The aureport tool can be used to quickly report any anormal event performed on the system, it includes network interfaces used in promiscous mode, process or thread crashing or exiting with ENOMEM error etc.

The easiest way to use aureport is :

# aureport -n

aureport can be used to generate custom reports, see aureport(8).

Which files or syscalls are worth-auditing ?

Keep in mind that each audit rule added will generate logs, so you must be ready to treat this amount of information. Basically, each security-related event/file must be monitored, like ids, ips, anti-rootkits etc. On the other side, it's totally useless to track every write syscall, the smallest compilation will fill your logs with this event.

More complex set of rules can be set up, performing auditing on a very fine-grained base. If you want to do so, see auditctl(8).

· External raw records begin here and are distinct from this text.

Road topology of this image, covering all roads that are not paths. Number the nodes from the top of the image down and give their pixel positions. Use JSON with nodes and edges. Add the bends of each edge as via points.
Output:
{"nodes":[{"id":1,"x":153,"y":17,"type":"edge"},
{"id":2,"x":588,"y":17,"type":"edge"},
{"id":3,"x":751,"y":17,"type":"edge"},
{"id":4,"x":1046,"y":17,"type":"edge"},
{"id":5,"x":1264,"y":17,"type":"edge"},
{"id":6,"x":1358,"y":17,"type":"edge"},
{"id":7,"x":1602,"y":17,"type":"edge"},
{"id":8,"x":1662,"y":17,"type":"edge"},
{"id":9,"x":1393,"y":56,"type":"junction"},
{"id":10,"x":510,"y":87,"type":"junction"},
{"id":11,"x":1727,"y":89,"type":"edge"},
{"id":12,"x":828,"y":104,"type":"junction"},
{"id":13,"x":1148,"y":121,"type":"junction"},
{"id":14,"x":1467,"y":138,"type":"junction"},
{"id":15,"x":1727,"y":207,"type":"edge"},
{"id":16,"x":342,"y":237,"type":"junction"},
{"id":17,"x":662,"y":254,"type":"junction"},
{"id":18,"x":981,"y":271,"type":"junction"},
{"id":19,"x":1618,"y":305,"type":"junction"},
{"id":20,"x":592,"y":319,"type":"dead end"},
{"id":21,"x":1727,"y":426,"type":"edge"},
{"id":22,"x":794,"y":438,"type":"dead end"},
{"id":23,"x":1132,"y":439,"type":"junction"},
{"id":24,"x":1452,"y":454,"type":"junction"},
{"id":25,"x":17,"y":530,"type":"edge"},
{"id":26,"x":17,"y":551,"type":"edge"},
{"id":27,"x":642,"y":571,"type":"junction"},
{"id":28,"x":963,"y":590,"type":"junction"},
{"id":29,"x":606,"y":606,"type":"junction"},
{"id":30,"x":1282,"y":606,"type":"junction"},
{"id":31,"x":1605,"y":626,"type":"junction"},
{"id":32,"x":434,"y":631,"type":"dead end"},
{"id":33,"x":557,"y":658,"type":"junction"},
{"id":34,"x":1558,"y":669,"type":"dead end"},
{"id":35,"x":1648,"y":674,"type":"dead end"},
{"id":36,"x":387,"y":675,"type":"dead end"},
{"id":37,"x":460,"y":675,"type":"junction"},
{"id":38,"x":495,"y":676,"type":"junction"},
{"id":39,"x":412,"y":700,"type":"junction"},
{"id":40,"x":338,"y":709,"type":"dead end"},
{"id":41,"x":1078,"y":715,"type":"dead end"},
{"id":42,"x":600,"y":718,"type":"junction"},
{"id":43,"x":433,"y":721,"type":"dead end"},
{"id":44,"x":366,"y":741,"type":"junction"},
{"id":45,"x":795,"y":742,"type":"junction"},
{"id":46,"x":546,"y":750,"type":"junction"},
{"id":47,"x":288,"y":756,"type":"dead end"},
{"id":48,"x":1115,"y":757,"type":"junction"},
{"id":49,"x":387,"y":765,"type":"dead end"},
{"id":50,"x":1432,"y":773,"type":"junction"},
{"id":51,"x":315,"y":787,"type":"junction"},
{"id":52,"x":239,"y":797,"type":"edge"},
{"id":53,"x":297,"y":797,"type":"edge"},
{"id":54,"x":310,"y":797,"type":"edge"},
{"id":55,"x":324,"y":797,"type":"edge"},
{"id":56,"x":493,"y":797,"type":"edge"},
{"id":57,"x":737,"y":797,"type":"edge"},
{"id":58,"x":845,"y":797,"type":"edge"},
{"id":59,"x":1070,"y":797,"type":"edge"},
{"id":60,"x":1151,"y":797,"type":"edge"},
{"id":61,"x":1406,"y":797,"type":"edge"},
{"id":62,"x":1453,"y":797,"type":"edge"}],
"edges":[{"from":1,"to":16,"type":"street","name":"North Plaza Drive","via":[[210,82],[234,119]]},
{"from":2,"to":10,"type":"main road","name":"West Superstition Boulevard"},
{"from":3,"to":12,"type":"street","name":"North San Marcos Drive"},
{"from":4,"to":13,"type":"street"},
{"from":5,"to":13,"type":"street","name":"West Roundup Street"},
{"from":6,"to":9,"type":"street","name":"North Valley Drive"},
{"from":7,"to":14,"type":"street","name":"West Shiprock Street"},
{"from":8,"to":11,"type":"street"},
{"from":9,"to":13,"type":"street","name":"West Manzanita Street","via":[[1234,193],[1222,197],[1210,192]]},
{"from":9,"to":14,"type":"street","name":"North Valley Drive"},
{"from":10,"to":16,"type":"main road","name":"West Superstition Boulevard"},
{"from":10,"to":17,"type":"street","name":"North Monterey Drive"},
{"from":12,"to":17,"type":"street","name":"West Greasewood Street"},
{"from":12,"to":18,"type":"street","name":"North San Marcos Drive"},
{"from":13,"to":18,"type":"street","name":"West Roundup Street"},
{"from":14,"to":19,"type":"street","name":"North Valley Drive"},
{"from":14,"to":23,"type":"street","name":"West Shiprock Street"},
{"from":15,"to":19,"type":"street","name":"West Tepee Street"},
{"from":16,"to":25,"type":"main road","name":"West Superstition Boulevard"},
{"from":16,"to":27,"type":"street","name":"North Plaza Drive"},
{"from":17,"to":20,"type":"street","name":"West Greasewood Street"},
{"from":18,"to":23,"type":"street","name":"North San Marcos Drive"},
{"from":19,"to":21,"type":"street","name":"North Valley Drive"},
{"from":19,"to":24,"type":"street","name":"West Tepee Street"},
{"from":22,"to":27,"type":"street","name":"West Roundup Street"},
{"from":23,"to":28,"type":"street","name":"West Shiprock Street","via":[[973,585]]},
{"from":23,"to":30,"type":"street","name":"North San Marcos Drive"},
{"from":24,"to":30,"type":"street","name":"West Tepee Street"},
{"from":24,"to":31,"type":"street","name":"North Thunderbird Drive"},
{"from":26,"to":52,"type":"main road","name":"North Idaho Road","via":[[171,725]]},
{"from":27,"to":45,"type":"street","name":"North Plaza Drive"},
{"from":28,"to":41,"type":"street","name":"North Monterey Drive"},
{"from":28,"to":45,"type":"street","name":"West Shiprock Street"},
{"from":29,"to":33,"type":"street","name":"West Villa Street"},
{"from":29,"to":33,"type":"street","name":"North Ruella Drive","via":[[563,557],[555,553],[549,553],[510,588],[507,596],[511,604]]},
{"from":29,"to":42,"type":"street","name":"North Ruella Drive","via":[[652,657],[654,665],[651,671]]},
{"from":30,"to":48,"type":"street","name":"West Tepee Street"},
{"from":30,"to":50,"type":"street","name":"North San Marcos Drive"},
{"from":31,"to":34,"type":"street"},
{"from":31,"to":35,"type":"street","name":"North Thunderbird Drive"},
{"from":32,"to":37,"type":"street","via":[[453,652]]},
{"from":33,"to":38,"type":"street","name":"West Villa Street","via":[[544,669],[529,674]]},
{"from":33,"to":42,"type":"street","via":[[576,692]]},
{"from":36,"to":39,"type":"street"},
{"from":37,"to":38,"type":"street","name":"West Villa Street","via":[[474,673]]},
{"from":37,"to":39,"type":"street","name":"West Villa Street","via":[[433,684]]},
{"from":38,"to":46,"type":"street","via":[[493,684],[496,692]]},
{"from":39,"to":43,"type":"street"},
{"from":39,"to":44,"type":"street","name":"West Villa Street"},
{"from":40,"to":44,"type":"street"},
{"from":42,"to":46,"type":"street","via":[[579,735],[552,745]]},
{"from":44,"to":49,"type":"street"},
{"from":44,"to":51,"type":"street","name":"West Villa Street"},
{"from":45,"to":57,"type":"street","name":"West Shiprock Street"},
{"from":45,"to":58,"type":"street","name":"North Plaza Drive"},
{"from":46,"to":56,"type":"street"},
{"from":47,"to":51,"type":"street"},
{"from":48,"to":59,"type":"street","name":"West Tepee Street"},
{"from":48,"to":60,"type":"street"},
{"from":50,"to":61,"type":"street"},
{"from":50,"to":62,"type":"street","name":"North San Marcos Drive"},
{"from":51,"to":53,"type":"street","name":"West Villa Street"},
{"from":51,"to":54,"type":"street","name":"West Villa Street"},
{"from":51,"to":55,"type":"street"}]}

Gather logs from different hosts

The audit framework has a plugin system which provides the possibility to send local logfiles to a remote auditd.

Send logfiles

To send your logfiles to a remote host you need the audisp-remote plugin which comes automatically with the audit package. Activate the plugin:

active = yes
direction = out
path = /usr/bin/audisp-remote
type = always
format = string

and set the remote host where the logs should be send to:

remote_server =
port = 60
##local_port = optional
transport = tcp

Receive logfiles

To make audit listen for remote audispds you just need to set the tcp options:

tcp_listen_port = 60
tcp_listen_queue = 5
tcp_max_per_addr = 1
##tcp_client_ports = 1024-65535 #optional
tcp_client_max_idle = 0

Now you can view the logs of all configured hosts in the logfiles of the receiving auditd.